How Much Does Pakistan Receive in Remittances Each Year?

Pakistan received $38.5 billion in remittances in FY 2024-25. Including hawala, the actual flow may be $50-60 billion. The numbers, sources, and what they mean.

How Much Does Pakistan Receive in Remittances Each Year?

The official figure, the hawala-adjusted figure, and what the trend actually means

Pakistan received approximately $38.5 billion in formal remittances in fiscal year 2024-25. Including informal hawala channels, the actual flow may be $50 to $60 billion. Remittances now account for around 8 to 10 percent of Pakistan's GDP and are 5 times larger than total foreign direct investment inflows.

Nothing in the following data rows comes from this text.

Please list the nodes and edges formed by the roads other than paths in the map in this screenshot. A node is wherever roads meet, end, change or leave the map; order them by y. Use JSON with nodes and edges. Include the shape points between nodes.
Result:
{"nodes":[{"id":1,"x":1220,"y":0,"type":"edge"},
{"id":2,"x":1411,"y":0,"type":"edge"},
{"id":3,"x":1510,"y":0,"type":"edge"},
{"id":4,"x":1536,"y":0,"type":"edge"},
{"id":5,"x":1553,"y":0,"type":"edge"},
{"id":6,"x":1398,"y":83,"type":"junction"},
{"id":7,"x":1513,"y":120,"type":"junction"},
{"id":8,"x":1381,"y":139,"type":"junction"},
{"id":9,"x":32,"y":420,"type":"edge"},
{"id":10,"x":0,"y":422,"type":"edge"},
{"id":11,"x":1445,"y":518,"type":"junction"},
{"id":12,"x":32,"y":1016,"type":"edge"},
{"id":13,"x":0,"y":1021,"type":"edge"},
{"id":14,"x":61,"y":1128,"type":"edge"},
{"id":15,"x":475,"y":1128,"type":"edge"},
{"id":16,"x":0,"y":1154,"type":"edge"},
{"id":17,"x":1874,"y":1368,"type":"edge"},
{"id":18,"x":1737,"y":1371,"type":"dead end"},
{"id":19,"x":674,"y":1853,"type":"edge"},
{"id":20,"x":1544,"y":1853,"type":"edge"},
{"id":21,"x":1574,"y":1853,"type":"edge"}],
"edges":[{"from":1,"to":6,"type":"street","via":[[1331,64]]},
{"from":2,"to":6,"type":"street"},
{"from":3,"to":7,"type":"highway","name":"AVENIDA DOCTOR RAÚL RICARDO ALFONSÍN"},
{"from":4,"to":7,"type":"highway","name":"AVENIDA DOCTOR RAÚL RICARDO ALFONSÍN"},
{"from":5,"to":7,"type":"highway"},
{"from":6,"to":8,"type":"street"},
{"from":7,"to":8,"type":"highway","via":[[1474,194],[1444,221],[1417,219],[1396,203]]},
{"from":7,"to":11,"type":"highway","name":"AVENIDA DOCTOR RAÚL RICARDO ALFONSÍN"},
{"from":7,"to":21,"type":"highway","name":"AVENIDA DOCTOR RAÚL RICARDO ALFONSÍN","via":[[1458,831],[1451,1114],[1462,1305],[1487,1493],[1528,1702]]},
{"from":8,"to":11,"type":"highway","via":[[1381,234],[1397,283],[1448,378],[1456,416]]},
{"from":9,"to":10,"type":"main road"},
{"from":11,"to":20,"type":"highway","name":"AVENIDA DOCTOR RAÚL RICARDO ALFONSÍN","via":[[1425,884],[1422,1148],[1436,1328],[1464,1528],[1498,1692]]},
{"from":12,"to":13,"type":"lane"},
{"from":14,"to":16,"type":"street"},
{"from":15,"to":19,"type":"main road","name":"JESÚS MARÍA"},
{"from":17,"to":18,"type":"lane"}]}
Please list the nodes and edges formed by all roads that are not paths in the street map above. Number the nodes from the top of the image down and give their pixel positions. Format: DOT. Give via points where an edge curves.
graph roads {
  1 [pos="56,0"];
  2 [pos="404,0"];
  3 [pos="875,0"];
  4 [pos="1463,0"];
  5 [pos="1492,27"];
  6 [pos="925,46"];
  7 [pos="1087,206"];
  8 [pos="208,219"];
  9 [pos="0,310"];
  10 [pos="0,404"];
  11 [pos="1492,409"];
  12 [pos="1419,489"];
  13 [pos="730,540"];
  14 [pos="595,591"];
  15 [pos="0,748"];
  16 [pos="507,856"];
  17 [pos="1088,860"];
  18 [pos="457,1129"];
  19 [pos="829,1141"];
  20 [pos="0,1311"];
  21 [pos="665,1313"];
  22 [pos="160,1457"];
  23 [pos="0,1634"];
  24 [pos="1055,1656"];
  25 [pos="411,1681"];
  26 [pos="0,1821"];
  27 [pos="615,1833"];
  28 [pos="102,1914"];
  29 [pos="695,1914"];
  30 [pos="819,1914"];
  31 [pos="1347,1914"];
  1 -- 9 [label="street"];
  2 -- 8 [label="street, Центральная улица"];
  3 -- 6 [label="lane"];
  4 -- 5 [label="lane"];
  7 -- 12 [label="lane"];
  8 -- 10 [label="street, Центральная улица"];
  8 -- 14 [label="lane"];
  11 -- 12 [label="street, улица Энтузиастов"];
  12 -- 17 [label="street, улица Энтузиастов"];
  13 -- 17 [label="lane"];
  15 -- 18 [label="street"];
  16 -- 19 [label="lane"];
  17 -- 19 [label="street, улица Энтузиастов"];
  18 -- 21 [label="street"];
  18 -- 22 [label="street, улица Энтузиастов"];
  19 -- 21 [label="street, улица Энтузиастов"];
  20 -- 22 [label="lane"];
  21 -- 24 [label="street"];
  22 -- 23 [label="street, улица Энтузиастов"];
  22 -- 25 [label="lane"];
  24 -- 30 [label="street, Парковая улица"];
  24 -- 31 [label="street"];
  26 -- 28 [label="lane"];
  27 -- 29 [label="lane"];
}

This piece sits inside the Why Pakistan's Remittance Economy Is a Development Trap cluster, under the broader Pakistan Brain Drain: The Graveyard of Remittancers pillar.

The headline figure

State Bank of Pakistan data for FY 2024-25:

  • Total formal remittances: ~$38.5 billion
  • March 2025 (record month): $4.1 billion
  • June 2025: $3.41 billion
  • Of June 2025: Saudi Arabia $823.2 million, UAE $717.2 million

That works out to a monthly average of around $3.2 billion, with seasonal spikes (Eid, Ramadan, year-end) pushing some months past $4 billion.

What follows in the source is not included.